SEFR CUT (Stacked Ensemble Filter and Refine for Word Segmentation)
Domain Adaptation of Thai Word Segmentation Models using Stacked Ensemble (EMNLP 2020)
CRF as Stacked Model and DeepCut as Baseline model
Read more:
- Paper: Domain Adaptation of Thai Word Segmentation Models using Stacked Ensemble
- Blog: Domain Adaptation กับตัวตัดคำ มันดีย์จริงๆ
- New verision (ACL2021): OSKut (Out-of-domain StacKed cut for Word Segmentation)
Citation
@inproceedings{limkonchotiwat-etal-2020-domain,
title = "Domain Adaptation of {T}hai Word Segmentation Models using Stacked Ensemble",
author = "Limkonchotiwat, Peerat and
Phatthiyaphaibun, Wannaphong and
Sarwar, Raheem and
Chuangsuwanich, Ekapol and
Nutanong, Sarana",
booktitle = "Proceedings of the 2020 Conference on Empirical Methods in Natural Language Processing (EMNLP)",
year = "2020",
publisher = "Association for Computational Linguistics",
url = "https://www.aclweb.org/anthology/2020.emnlp-main.315",
}
Install
pip install sefr_cut
How To use
Requirements
- python >= 3.6
- python-crfsuite >= 0.9.7
- pyahocorasick == 1.4.0
Example
- Example files are on SEFR Example notebook
- Try it on Colab
Load Engine & Engine Mode
- ws1000, tnhc, and BEST !!
- ws1000: The model trained on Wisesight-1000 and test on Wisesight-160
- tnhc: The model trained on TNHC (80:20 train&test split with random seed 42)

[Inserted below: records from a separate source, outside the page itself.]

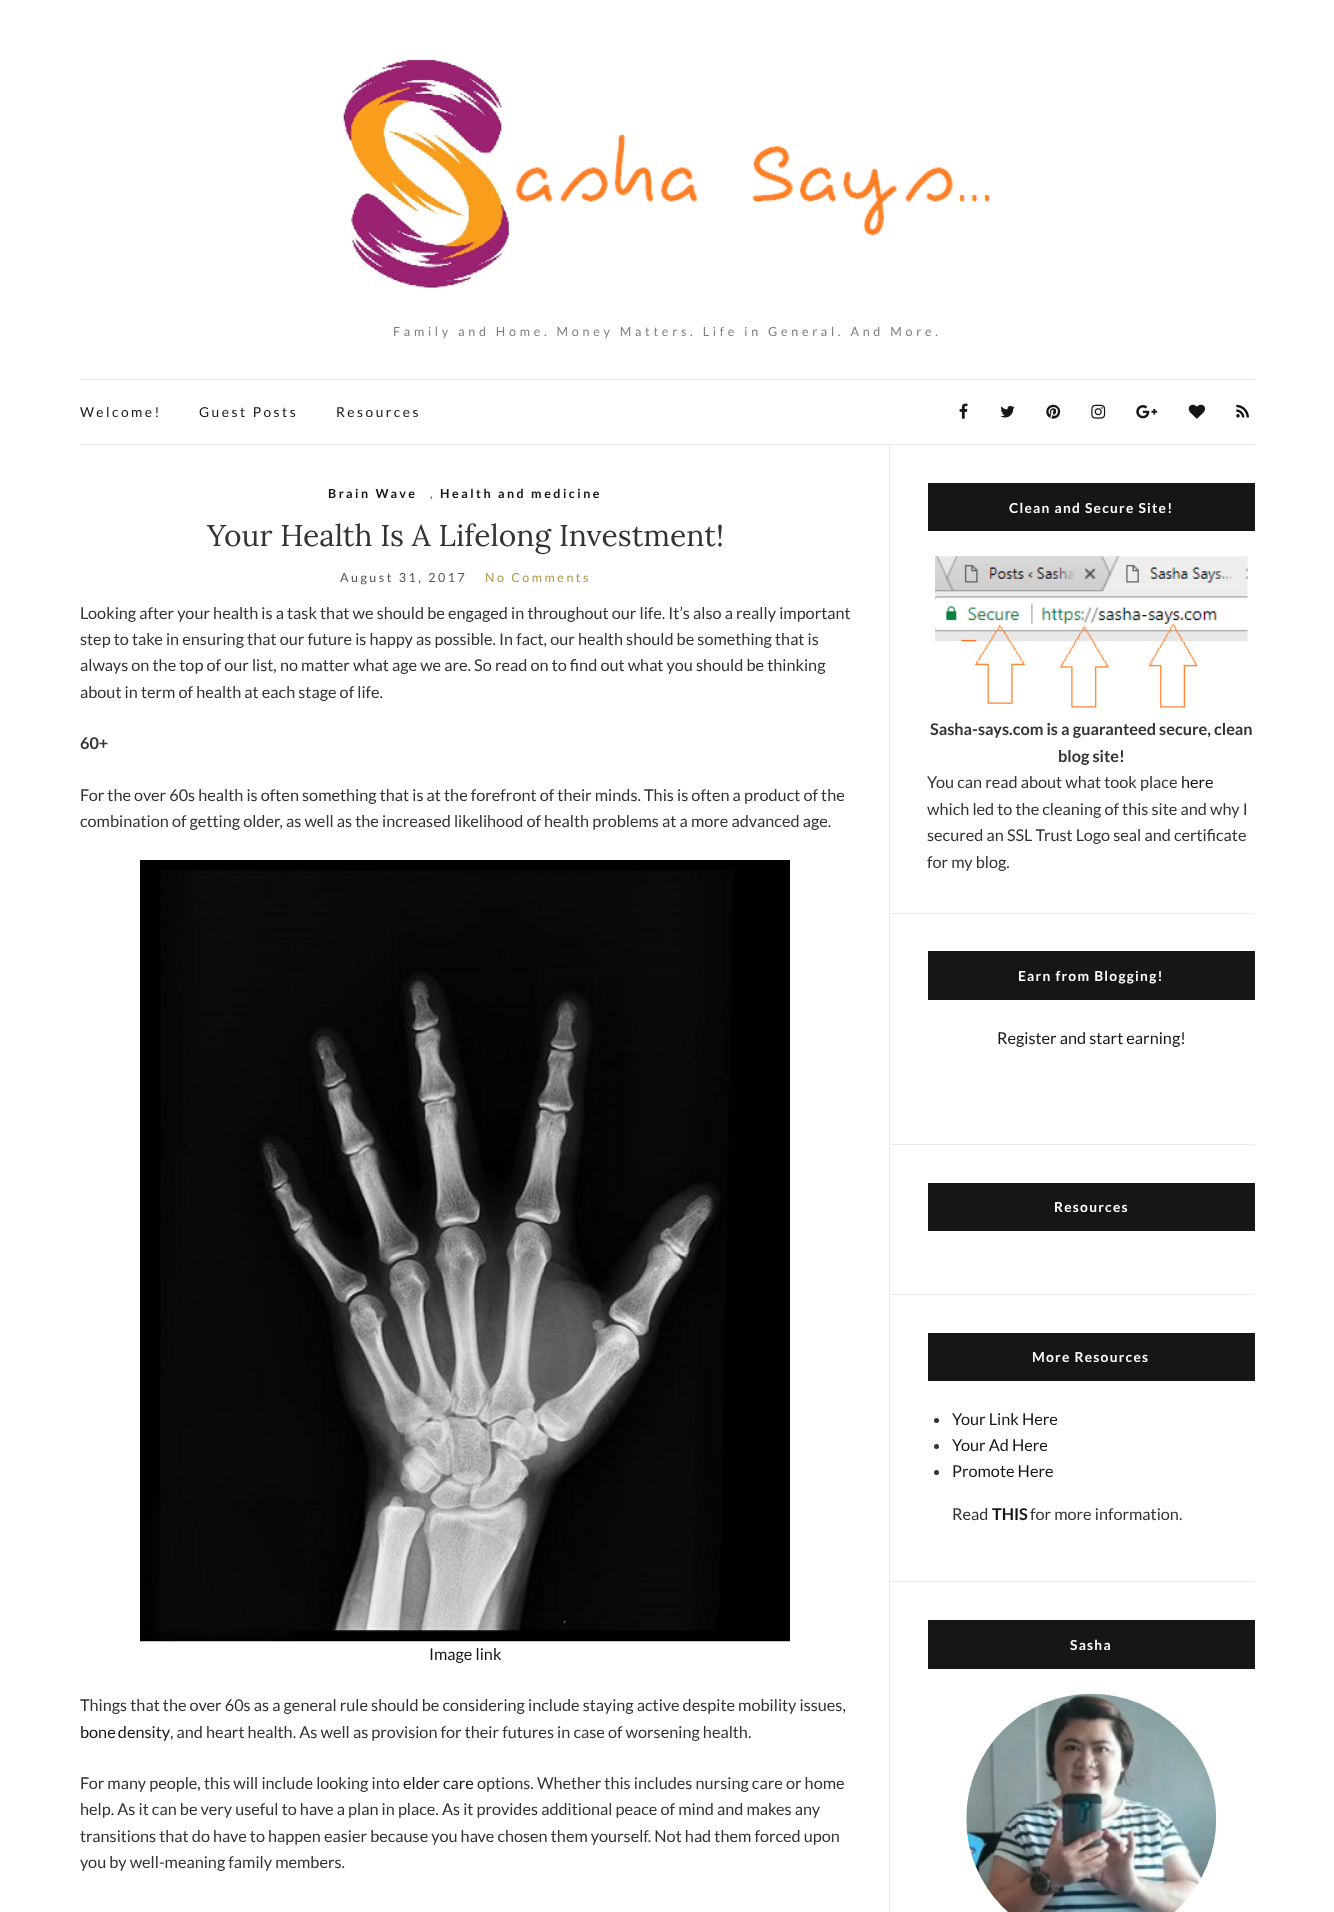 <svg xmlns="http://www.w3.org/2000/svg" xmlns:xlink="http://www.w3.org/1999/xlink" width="1334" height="1912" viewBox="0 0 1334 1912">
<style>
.cls-1{font:12.5px Lato;letter-spacing:3.75px;fill:#7e7e7e}
.cls-2{font:13.75px Lato;letter-spacing:2.5px;fill:#161616}
.cls-3{font:bold 12.5px Lato;letter-spacing:2.5px;fill:#161616}
.cls-4{font:12.5px Lato;letter-spacing:2.5px;fill:#545454}
.cls-5{font:30px Lora;fill:#333333}
.cls-6{font:12.5px Lato;letter-spacing:2.5px;fill:#b49543}
.cls-7{font:16.25px Lato;fill:#333333}
.cls-8{font:bold 16.25px Lato;fill:#333333}
.cls-9{font:16.25px Lato;fill:#161616}
.cls-10{font:bold 13.75px Lato;letter-spacing:1.25px;fill:#ffffff}
.cls-11{font:bold 16.25px Lato;fill:#161616}
</style>
<rect width="100%" height="100%" fill="#ffffff"/>
<image xlink:href="image0.png" x="343" y="58" width="648" height="230"/>
<rect fill="#ebebeb" x="80" y="379" width="1175" height="1"/>
<rect fill="#ebebeb" x="80" y="444" width="1175" height="1"/>
<image xlink:href="image1.png" x="959" y="403" width="9" height="16"/>
<image xlink:href="image2.png" x="1000" y="405" width="15" height="13"/>
<image xlink:href="image3.png" x="1046" y="404" width="15" height="15"/>
<image xlink:href="image4.png" x="1091" y="404" width="15" height="15"/>
<image xlink:href="image5.png" x="1136" y="405" width="22" height="14"/>
<image xlink:href="image6.png" x="1188" y="404" width="17" height="15"/>
<image xlink:href="image7.png" x="1236" y="404" width="13" height="14"/>
<image xlink:href="image8.png" x="140" y="860" width="650" height="782"/>
<rect fill="#ebebeb" x="889" y="445" width="1" height="1467"/>
<rect fill="#ebebeb" x="890" y="913" width="365" height="1"/>
<rect fill="#161616" x="928" y="483" width="327" height="48"/>
<image xlink:href="image9.png" x="935" y="556" width="313" height="152"/>
<rect fill="#ebebeb" x="890" y="1144" width="365" height="1"/>
<rect fill="#161616" x="928" y="951" width="327" height="49"/>
<rect fill="#ebebeb" x="890" y="1294" width="365" height="1"/>
<rect fill="#161616" x="928" y="1183" width="327" height="48"/>
<rect fill="#ebebeb" x="890" y="1581" width="365" height="1"/>
<rect fill="#161616" x="928" y="1333" width="327" height="48"/>
<circle fill="#333333" cx="936.5" cy="1420.5" r="2.5"/>
<circle fill="#333333" cx="936.5" cy="1446.5" r="2.5"/>
<circle fill="#333333" cx="936.5" cy="1472.5" r="2.5"/>
<rect fill="#161616" x="928" y="1620" width="327" height="49"/>
<image xlink:href="image10.png" x="966" y="1693" width="251" height="219"/>
<text class="cls-1" x="393" y="336">Family and Home. Money Matters. Life in General. And More.</text>
<text class="cls-2" x="80" y="417">Welcome!</text>
<text class="cls-2" x="199" y="417">Guest Posts</text>
<text class="cls-2" x="336" y="417">Resources</text>
<text class="cls-3" x="328" y="498">Brain Wave</text>
<text class="cls-4" x="430" y="498">,</text>
<text class="cls-3" x="440" y="498">Health and medicine</text>
<text class="cls-5" x="207" y="546">Your Health Is A Lifelong Investment!</text>
<text class="cls-4" x="340" y="582">August 31, 2017</text>
<text class="cls-6" x="485" y="582">No Comments</text>
<text class="cls-7"><tspan x="80" y="619">Looking after your health is a task that we should be engaged in throughout our life. It’s also a really important</tspan><tspan x="80" y="645">step to take in ensuring that our future is happy as possible. In fact, our health should be something that is</tspan><tspan x="80" y="671">always on the top of our list, no matter what age we are. So read on to find out what you should be thinking</tspan><tspan x="80" y="698">about in term of health at each stage of life.</tspan></text>
<text class="cls-8" x="80" y="749">60+</text>
<text class="cls-7"><tspan x="80" y="801">For the over 60s health is often something that is at the forefront of their minds. This is often a product of the</tspan><tspan x="80" y="827">combination of getting older, as well as the increased likelihood of health problems at a more advanced age.</tspan></text>
<text class="cls-9" x="429" y="1660">Image link</text>
<text class="cls-7" x="80" y="1711">Things that the over 60s as a general rule should be considering include staying active despite mobility issues,</text>
<text class="cls-9" x="80" y="1738" word-spacing="-1">bone density</text>
<text class="cls-7" x="170" y="1738">, and heart health. As well as provision for their futures in case of worsening health.</text>
<text class="cls-7" x="80" y="1789">For many people, this will include looking into</text>
<text class="cls-9" x="403" y="1789">elder care</text>
<text class="cls-7" x="477" y="1789">options. Whether this includes nursing care or home</text>
<text class="cls-7"><tspan x="80" y="1815">help. As it can be very useful to have a plan in place. As it provides additional peace of mind and makes any</tspan><tspan x="80" y="1842">transitions that do have to happen easier because you have chosen them yourself. Not had them forced upon</tspan><tspan x="80" y="1868">you by well-meaning family members.</tspan></text>
<text class="cls-10" x="1009" y="513">Clean and Secure Site!</text>
<text class="cls-8" x="930" y="735">Sasha-says.com is a guaranteed secure, clean</text>
<text class="cls-8" x="1058" y="762">blog site!</text>
<text class="cls-7" x="927" y="788">You can read about what took place</text>
<text class="cls-9" x="1181" y="788">here</text>
<text class="cls-7"><tspan x="927" y="815">which led to the cleaning of this site and why I</tspan><tspan x="927" y="841">secured an SSL Trust Logo seal and certificate</tspan><tspan x="927" y="868">for my blog.</tspan></text>
<text class="cls-10" x="1018" y="981">Earn from Blogging!</text>
<text class="cls-9" x="997" y="1044">Register and start earning!</text>
<text class="cls-10" x="1054" y="1212">Resources</text>
<text class="cls-10" x="1032" y="1362">More Resources</text>
<text class="cls-9"><tspan x="952" y="1425">Your Link Here</tspan><tspan x="952" y="1451">Your Ad Here</tspan><tspan x="952" y="1477">Promote Here</tspan></text>
<text class="cls-7" x="952" y="1520">Read</text>
<text class="cls-11" x="992" y="1520">THIS</text>
<text class="cls-7" x="1030" y="1520">for more information.</text>
<text class="cls-10" x="1070" y="1650">Sasha</text>
</svg> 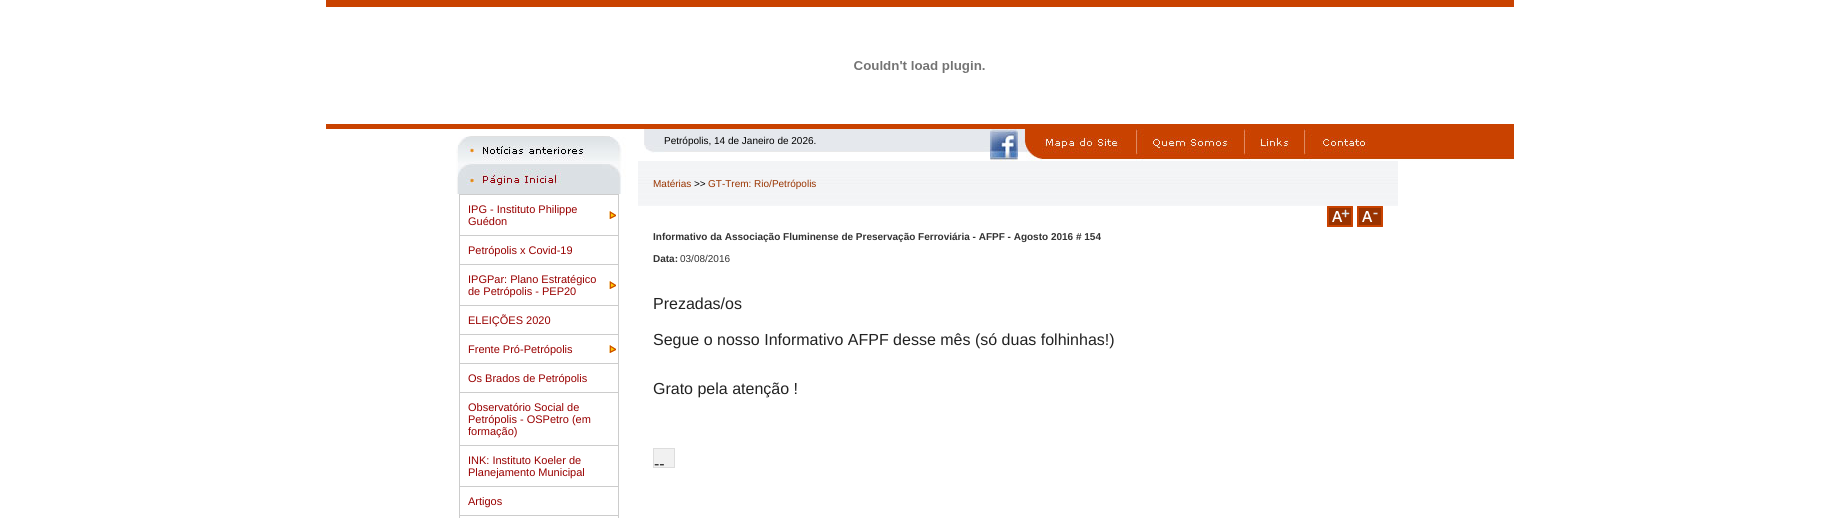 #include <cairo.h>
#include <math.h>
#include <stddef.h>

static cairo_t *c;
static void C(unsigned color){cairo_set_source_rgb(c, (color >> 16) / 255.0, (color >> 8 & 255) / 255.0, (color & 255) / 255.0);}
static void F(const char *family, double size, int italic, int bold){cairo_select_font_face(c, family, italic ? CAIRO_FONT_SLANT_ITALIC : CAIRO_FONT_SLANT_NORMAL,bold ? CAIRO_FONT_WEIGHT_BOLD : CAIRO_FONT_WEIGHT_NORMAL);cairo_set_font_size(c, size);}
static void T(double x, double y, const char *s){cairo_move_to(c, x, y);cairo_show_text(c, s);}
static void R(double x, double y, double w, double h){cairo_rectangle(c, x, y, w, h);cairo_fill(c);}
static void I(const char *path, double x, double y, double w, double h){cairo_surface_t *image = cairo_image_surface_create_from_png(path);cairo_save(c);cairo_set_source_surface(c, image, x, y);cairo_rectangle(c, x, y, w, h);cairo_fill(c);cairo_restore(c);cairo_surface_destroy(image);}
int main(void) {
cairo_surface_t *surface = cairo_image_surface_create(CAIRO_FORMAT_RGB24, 1839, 518);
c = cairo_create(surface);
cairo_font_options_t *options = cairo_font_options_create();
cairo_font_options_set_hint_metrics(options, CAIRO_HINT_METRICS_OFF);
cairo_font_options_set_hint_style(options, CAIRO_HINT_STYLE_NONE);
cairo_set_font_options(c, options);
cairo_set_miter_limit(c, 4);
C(0xffffff);
cairo_paint(c);
C(0xc94200);
R(326,0,1188,7);
I("1.png",854,61,131,12);
R(326,124,1188,5);
I("2.png",456,136,170,58);
I("3.png",609,211,7,8);
C(0xcccccc);
R(459,194,160,1);
R(618,194,1,41);
R(459,194,1,41);
F("Liberation Sans",11,0,0);
C(0x990000);
T(468,213,"IPG - Instituto Philippe");
T(468,225,"Guédon");
C(0xcccccc);
R(459,235,160,1);
R(618,235,1,29);
R(459,235,1,29);
C(0x990000);
T(468,254,"Petrópolis x Covid-19");
I("3.png",609,281,7,8);
C(0xcccccc);
R(459,264,160,1);
R(618,264,1,41);
R(459,264,1,41);
C(0x990000);
T(468,283,"IPGPar: Plano Estratégico");
T(468,295,"de Petrópolis - PEP20");
C(0xcccccc);
R(459,305,160,1);
R(618,305,1,29);
R(459,305,1,29);
C(0x990000);
T(468,324,"ELEIÇÕES 2020");
I("3.png",609,345,7,8);
C(0xcccccc);
R(459,334,160,1);
R(618,334,1,29);
R(459,334,1,29);
C(0x990000);
T(468,353,"Frente Pró-Petrópolis");
C(0xcccccc);
R(459,363,160,1);
R(618,363,1,29);
R(459,363,1,29);
C(0x990000);
T(468,382,"Os Brados de Petrópolis");
C(0xcccccc);
R(459,392,160,1);
R(618,392,1,53);
R(459,392,1,53);
C(0x990000);
T(468,411,"Observatório Social de");
T(468,423,"Petrópolis - OSPetro (em");
T(468,435,"formação)");
C(0xcccccc);
R(459,445,160,1);
R(618,445,1,41);
R(459,445,1,41);
C(0x990000);
T(468,464,"INK: Instituto Koeler de");
T(468,476,"Planejamento Municipal");
C(0xcccccc);
R(459,486,160,1);
R(618,486,1,29);
R(459,486,1,29);
C(0x990000);
T(468,505,"Artigos");
C(0xcccccc);
R(459,515,160,1);
R(618,515,1,3);
R(459,515,1,3);
I("4.png",644,129,20,24);
C(0xe5e8ed);
R(664,129,320,22);
F("Liberation Sans",10,0,0);
C(0x000000);
T(664,144,"Petrópolis, 14 de Janeiro de 2026.");
C(0xe9e9e9);
R(664,151,320,1);
I("5.png",984,129,6,23);
I("6.png",990,129,28,32);
I("7.png",1018,129,118,32);
I("8.png",1136,129,107,32);
I("9.png",1243,129,61,32);
I("10.png",1304,129,78,32);
I("11.png",1382,129,132,31);
I("12.png",638,161,760,45);
C(0x993400);
T(653,187,"Matérias");
C(0x000000);
T(694,187,">>");
C(0x993400);
T(708,187,"GT-Trem: Rio/Petrópolis");
I("13.png",1327,206,26,21);
I("14.png",1357,206,26,21);
F("Liberation Sans",10,0,1);
C(0x333333);
T(653,240,"Informativo da Associação Fluminense de Preservação Ferroviária - AFPF - Agosto 2016 # 154");
T(653,262,"Data:");
F("Liberation Sans",10,0,0);
T(680,262,"03/08/2016");
F("Liberation Sans",16,0,0);
C(0x222222);
T(653,309,"Prezadas/os");
T(653,345,"Segue o nosso Informativo AFPF desse mês (só duas folhinhas!)");
T(653,394,"Grato pela atenção !");
C(0xf1f1f1);
cairo_rectangle(c,653.5,448.5,21,19);
cairo_fill_preserve(c);
C(0xdddddd);
cairo_set_line_width(c,1);
cairo_stroke(c);
C(0x222222);
T(654,469,"--");
cairo_surface_write_to_png(surface, "o.png");
cairo_font_options_destroy(options);
cairo_destroy(c);
cairo_surface_destroy(surface);
return 0;
}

- BEST: The model trained on BEST-2010 Corpus (NECTEC)
sefr_cut.load_model(engine='ws1000') # OR sefr_cut.load_model(engine='tnhc') # OR sefr_cut.load_model(engine='best')
- tl-deepcut-XXXX
- We also provide transfer learning of deepcut on 'Wisesight' as tl-deepcut-ws1000 and 'TNHC' as tl-deepcut-tnhc
sefr_cut.load_model(engine='tl-deepcut-ws1000') # OR sefr_cut.load_model(engine='tl-deepcut-tnhc')
- deepcut
- We also provide the original deepcut
sefr_cut.load_model(engine='deepcut')
Segment Example
You need to read the paper to understand why we have
- Tokenize with default k-value
sefr_cut.load_model(engine='ws1000') print(sefr_cut.tokenize(['สวัสดีประเทศไทย','ลุงตู่สู้ๆ'])) print(sefr_cut.tokenize(['สวัสดีประเทศไทย'])) print(sefr_cut.tokenize('สวัสดีประเทศไทย')) [['สวัสดี', 'ประเทศ', 'ไทย'], ['ลุง', 'ตู่', 'สู้', 'ๆ']] [['สวัสดี', 'ประเทศ', 'ไทย']] [['สวัสดี', 'ประเทศ', 'ไทย']]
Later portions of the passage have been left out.